Dans les mots du communiqué de presse de l’Université Aarhus, au Danemark: « l’Internet ne transforme pas les gens en des crétins, il offre plutôt un mégaphone géant pour ceux qui le sont déjà ».
Les deux auteurs, les politologues Alexander Bor et Michael Petersen, sont partis d’une explication souvent utilisée, appelée l’hypothèse de l’inadéquation. Celle-ci dit en gros que les gens auraient des comportements inadaptés à une situation jusque-là inédite. En l’occurrence, ils auraient moins de « filtres » dans une conversation en ligne parce qu’ils ne voient pas le visage de leur interlocuteur, donc ses réactions à leurs propos.
Le problème est qu’il y a peu de données probantes pour appuyer cette hypothèse, entre autres, soutiennent Andersen et Bor dans leur texte paru le 26 août, parce que la plupart des études se sont concentrées sur les conversations en ligne seulement, et que celles qui ont comparé les deux types de conversations ont rarement privilégié les sujets politiques, soit les plus susceptibles de générer des réactions enflammées. Ils ont donc choisi d’analyser huit études qui documentaient ce présumé « bond » d’hostilité dans les discussions politiques en ligne.
Leur conclusion est que les données soutiennent plutôt que les individus « hostiles en ligne » le sont tout autant « offline ». Il n’y aurait pas une telle chose qu’une incapacité à « réguler ses émotions » une fois qu’on est en ligne, mais plutôt un « trait de personnalité » qui était déjà là avant.

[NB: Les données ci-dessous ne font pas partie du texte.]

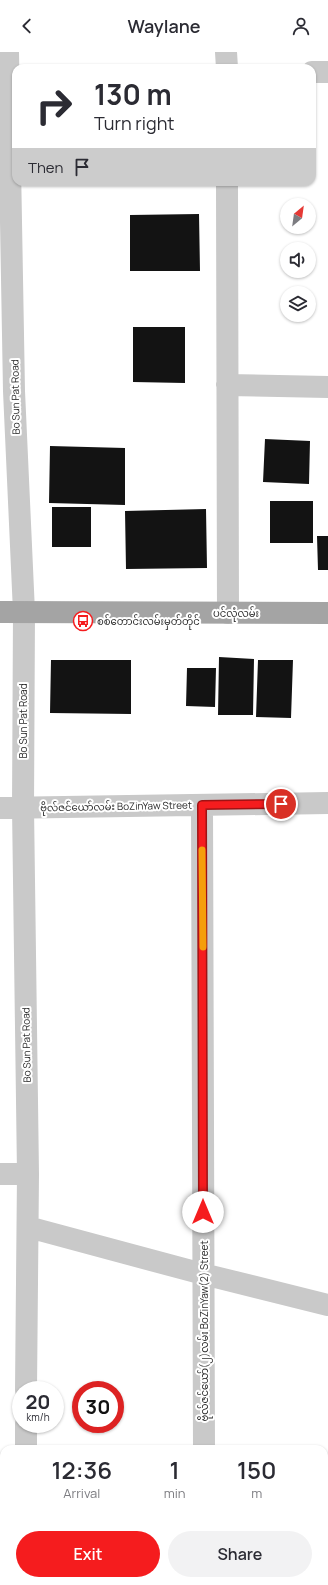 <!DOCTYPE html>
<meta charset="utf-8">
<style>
body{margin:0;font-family:Manrope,"Noto Sans Myanmar",sans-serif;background:#f2f2f3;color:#2b2b33;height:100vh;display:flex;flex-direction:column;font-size:15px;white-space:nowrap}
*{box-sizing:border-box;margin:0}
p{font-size:13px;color:#7c7c81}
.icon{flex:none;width:22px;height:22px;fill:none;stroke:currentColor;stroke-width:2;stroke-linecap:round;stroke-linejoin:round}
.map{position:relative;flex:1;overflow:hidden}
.sheet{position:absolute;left:0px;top:1393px;width:328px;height:140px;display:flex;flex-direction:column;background:#fff;border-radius:12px 12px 0 0;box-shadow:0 1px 3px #0004}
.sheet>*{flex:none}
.hud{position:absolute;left:12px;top:12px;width:304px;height:122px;border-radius:12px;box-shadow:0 1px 3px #0004;background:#fff;color:#2b2b33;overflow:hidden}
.needle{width:26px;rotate:29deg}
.fabs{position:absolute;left:280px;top:146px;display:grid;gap:8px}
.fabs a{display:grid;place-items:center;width:36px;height:36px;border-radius:50%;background:#fff;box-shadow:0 1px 3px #0004;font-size:20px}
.speed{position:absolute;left:12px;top:1329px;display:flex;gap:8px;font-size:20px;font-weight:700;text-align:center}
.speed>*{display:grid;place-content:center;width:52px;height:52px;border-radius:50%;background:#fff;box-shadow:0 1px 3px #0004;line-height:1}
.speed small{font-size:10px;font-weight:400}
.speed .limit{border:6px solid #d22;background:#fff;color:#111}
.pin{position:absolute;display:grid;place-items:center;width:34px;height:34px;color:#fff;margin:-17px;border:2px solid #fff;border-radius:50%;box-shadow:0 1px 4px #0007}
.me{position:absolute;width:44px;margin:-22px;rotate:0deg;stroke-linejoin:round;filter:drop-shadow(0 0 3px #0008)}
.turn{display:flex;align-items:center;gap:14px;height:84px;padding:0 16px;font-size:18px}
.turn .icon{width:52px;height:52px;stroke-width:2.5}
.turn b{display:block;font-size:28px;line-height:34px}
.then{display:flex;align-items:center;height:38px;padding:0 16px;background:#0003;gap:8px;font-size:15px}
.eta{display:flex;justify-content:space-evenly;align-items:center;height:68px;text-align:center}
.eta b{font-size:24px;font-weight:600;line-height:28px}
.primary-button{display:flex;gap:8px;margin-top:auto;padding:8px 16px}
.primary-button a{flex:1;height:46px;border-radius:24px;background:#f51c1e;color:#fff;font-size:16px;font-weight:600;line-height:46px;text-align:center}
.primary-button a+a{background:#f2f2f3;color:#2b2b33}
header{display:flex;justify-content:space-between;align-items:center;height:52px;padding:0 16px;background:#fff;font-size:18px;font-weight:600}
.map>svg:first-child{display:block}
.building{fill:#131313}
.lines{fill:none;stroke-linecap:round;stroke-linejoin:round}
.minor{stroke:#c9c9c9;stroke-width:22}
.major{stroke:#a4a4a4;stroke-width:22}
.route-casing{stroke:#9f1214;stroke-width:10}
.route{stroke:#f51c1e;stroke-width:7}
.slow{stroke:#f59e0b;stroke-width:7}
.labels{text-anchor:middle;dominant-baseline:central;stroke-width:4;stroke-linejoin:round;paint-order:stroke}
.street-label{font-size:10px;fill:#2c2c2c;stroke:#fff}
.poi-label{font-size:10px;fill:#2c2c2c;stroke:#fff;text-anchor:start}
</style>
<header><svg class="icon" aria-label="back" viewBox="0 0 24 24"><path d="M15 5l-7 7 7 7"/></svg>Waylane<svg class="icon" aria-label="person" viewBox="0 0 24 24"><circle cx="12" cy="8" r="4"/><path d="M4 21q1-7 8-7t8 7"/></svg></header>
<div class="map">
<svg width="328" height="1533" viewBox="0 0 328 1533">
<rect width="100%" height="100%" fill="#fff"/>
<path class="building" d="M199,162L200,219H130V163Z
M133,275H185V331L133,330Z
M265,387L310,389L309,432L263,430Z
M50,394L125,396V453L49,451Z
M270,449H313V491H270Z
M52,455H91V495H52Z
M206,457L207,516L126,517L125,459Z
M317,484H328V518H318Z
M219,605L254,607L253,663H218Z
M51,608H131V662L50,661Z
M258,608H293L291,666L256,665Z
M187,616H216L215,655L186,654Z"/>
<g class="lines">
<path class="minor" d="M8,0L14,339L24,560L23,755L28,1122L26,1338
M226,0L227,16
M312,20H328
M227,130L228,561
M227,333L328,335
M202,753L204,1397
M0,756L328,751
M0,1122H28
M28,1175L203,1222L328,1253
M26,1397V1372
M205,1529V1533
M24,1533V1529"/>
<path class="major" d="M0,560L328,561"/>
</g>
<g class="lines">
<defs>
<path id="route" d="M203,1160L202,753L281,752"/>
</defs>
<use href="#route" class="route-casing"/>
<use href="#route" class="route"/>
<path class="slow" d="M202,798L203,895"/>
</g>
<defs>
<symbol id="bus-ring" viewBox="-11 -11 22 22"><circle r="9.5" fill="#fff" stroke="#f51c1e" stroke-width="1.5"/><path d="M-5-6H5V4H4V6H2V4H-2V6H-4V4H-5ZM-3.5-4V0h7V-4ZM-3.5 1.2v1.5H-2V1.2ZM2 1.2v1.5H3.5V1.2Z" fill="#f51c1e"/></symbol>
</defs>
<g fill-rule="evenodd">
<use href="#bus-ring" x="72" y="558" width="22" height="22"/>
</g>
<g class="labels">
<g class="street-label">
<text transform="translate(15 345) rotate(-91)">Bo Sun Pat Road</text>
<text x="236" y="561">ပင်လုံလမ်း</text>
<text transform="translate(23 669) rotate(-90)">Bo Sun Pat Road</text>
<text transform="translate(116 754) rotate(-1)">ဗိုလ်ဇင်ယော်လမ်း BoZinYaw Street</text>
<text transform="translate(26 993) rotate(-91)">Bo Sun Pat Road</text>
<text transform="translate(204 1279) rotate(-90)">ဗိုလ်ဇင်ယော်(၂)လမ်း BoZinYaw(2) Street</text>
</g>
<g class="poi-label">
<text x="97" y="569">စစ်တောင်းလမ်းမှတ်တိုင်</text>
</g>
</g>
</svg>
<div class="fabs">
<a><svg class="needle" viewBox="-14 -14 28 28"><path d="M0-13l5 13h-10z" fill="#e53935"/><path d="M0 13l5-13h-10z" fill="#7c7c81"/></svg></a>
<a><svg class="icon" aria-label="sound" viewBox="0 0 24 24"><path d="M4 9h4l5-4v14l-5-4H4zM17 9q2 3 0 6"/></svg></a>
<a><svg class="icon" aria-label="layers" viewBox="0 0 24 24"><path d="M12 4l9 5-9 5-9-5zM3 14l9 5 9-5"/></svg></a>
</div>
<div class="speed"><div>20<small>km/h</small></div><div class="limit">30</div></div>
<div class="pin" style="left:281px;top:752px;background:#d93025"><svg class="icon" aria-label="arrive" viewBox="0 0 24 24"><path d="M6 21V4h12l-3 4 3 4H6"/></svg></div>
<svg class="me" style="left:203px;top:1160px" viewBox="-20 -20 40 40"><circle r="19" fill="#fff"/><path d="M0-13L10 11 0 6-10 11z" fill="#f51c1e"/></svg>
<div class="hud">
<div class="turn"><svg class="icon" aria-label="right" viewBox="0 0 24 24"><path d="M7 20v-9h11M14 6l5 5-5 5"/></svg><div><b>130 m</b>Turn right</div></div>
<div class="then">Then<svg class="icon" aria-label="arrive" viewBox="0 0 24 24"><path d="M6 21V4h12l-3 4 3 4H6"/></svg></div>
</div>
<section class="sheet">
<div class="eta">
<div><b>12:36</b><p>Arrival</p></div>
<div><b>1</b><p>min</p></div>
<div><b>150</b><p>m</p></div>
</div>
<div class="primary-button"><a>Exit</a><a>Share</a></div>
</section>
</div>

Ce n’est pas tout le monde qui a une personnalité qui le rend plus susceptible d’être à l’offensive, résume Alexander Bor dans la revue britannique Engineering & Technology. « En bout de ligne, ces différences dans les personnalités deviennent un bien plus grand catalyseur de l’hostilité en ligne. »

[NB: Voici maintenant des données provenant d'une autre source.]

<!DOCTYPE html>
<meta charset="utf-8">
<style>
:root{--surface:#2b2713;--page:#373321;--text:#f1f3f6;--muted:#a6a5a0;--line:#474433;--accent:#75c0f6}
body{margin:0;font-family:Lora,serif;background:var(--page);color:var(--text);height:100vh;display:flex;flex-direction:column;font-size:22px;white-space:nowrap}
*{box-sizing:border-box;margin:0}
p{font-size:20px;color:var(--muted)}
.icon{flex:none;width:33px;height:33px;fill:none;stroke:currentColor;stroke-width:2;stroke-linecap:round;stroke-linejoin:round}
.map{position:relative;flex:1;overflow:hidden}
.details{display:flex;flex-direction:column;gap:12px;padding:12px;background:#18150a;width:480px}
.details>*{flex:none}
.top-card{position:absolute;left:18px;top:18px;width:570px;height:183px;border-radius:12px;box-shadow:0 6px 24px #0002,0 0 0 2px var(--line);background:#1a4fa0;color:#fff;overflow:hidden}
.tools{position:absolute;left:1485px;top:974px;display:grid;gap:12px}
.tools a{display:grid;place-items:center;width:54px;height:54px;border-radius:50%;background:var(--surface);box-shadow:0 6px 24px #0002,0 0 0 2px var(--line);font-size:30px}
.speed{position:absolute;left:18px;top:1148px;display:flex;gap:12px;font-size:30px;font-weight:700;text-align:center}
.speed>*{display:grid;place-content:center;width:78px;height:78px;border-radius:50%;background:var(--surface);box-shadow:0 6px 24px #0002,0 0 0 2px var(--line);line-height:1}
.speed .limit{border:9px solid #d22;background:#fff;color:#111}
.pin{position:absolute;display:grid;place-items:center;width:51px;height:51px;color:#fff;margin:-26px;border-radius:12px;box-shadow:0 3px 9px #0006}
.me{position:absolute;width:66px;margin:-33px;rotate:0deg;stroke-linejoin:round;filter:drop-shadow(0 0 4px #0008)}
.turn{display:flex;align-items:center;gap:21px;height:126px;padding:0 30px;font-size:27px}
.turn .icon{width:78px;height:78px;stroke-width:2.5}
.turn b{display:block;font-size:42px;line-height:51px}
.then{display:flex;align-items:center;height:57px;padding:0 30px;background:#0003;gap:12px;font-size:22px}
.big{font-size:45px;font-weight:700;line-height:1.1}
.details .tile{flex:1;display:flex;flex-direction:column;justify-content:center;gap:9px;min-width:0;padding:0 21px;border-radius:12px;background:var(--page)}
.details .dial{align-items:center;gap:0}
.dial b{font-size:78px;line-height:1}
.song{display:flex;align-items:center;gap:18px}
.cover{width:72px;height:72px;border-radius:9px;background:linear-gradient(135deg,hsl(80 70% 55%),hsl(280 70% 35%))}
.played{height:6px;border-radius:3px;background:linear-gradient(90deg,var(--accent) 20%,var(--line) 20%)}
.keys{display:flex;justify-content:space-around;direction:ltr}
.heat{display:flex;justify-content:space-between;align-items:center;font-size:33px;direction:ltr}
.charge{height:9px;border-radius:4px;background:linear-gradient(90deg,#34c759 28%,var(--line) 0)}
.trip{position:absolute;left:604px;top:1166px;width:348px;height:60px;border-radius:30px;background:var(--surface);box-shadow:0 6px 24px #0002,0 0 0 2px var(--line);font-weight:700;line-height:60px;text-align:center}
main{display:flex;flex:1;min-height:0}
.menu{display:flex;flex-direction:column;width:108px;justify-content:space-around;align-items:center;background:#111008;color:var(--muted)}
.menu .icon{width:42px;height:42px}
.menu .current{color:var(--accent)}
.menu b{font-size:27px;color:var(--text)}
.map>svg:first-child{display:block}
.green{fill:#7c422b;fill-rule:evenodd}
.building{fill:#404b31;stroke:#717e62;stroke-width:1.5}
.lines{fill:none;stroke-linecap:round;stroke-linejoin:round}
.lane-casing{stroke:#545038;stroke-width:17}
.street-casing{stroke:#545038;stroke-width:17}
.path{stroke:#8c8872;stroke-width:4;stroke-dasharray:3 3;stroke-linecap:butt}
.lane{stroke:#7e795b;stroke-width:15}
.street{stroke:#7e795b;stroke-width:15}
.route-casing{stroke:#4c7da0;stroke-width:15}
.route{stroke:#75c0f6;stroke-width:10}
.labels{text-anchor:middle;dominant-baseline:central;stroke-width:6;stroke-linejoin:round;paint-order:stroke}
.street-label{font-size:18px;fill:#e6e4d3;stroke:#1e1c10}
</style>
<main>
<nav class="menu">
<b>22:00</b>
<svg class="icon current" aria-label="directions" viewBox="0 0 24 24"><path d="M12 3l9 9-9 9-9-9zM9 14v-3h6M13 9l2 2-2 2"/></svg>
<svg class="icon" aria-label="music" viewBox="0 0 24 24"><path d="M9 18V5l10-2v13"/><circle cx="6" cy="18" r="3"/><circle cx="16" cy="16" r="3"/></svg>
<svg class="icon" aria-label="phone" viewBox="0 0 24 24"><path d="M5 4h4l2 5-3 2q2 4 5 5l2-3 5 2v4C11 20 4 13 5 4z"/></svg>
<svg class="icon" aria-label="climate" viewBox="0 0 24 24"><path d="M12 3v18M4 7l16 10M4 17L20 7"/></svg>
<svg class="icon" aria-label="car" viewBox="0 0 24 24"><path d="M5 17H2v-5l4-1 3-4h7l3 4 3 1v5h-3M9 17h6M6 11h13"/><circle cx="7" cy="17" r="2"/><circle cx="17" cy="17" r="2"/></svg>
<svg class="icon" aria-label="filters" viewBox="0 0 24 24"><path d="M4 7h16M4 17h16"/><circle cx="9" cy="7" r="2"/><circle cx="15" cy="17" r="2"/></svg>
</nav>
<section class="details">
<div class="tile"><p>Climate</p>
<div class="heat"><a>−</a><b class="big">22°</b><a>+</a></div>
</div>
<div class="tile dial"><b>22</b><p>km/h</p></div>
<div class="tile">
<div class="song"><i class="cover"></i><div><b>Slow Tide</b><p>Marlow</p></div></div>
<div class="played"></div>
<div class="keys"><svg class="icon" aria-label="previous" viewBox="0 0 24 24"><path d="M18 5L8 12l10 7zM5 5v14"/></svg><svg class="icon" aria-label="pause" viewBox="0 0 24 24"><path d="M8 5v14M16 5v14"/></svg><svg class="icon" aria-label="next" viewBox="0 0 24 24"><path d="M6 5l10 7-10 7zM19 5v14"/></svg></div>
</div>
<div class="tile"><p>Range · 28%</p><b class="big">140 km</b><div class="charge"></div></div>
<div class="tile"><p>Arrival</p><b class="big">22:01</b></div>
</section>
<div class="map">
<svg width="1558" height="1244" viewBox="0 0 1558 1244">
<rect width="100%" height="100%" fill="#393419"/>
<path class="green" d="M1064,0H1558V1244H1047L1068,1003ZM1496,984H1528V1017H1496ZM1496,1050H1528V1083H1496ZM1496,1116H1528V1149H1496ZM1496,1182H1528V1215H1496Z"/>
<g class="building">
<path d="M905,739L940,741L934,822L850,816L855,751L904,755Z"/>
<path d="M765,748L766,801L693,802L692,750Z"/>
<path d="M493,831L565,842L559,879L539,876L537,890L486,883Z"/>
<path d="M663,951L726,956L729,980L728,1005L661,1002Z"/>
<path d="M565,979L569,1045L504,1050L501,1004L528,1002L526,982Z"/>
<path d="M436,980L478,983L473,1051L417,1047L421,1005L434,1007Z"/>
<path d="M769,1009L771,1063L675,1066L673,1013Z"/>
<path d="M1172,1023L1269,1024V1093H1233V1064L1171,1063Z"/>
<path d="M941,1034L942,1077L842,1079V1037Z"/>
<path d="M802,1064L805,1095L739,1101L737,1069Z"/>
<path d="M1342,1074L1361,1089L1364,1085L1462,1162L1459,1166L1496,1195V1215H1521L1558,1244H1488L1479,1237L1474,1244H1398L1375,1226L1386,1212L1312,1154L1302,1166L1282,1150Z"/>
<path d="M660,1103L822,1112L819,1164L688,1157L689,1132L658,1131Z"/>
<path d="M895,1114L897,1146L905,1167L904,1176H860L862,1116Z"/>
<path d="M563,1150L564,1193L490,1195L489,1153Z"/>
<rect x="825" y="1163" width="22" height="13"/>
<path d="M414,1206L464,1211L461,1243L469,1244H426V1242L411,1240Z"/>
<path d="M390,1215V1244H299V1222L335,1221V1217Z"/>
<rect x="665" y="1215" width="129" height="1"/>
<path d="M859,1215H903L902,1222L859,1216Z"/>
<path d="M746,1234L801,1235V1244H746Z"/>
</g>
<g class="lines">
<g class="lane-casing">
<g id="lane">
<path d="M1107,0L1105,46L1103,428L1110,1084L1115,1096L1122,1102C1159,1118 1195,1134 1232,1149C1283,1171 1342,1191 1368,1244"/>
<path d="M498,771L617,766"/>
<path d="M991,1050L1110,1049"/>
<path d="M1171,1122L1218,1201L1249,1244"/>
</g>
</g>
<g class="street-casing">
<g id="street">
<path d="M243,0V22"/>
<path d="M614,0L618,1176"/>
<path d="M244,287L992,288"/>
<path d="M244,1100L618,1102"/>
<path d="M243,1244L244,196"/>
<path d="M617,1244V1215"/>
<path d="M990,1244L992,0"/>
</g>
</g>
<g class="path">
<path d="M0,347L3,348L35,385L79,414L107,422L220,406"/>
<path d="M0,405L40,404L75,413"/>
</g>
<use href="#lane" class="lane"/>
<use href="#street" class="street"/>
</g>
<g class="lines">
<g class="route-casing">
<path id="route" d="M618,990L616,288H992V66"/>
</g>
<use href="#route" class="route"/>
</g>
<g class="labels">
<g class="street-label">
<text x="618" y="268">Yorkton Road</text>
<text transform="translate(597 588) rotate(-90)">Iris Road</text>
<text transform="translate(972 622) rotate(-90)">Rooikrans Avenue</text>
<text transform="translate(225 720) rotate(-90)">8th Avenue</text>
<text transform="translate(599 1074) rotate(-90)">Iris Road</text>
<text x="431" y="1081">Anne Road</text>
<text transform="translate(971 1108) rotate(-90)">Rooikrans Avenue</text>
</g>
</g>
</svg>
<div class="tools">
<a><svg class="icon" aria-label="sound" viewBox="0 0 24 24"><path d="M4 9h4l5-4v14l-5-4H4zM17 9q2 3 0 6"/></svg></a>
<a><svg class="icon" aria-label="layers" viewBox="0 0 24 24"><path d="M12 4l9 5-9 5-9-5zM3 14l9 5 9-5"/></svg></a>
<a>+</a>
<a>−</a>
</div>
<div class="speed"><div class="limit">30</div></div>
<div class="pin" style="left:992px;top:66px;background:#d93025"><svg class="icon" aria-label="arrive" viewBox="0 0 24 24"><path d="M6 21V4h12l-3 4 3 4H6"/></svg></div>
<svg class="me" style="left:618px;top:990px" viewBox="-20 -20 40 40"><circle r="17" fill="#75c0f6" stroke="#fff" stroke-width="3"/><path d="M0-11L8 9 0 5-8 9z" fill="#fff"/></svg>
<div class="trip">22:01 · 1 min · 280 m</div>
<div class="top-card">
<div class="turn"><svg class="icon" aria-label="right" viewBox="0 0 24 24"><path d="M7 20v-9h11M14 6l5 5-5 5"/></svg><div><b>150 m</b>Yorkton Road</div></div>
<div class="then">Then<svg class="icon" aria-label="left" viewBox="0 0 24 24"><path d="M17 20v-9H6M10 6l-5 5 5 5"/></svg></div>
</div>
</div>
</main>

S’il y a un biais de sélection, il est peut-être dans l’autre « groupe », écrivent les deux chercheurs: les individus non-hostiles « se retirent de toutes les discussions politiques en ligne, qu’elles soient hostiles ou non ».
Cela revient aussi à dire que plusieurs des gens hostiles ou agressifs sont conscients qu’ils le sont et savent sur quels boutons pousser pour obtenir davantage de réactions de leur « auditoire ». Le fait que ce comportement soit bon pour le modèle d’affaires des médias sociaux (créer plus de réactions, inciter les gens à revenir plus souvent, etc.) contribue à donner l’impression qu’il y a plus d’hostilité, alors qu’il est possible que celle-ci soit juste plus visible.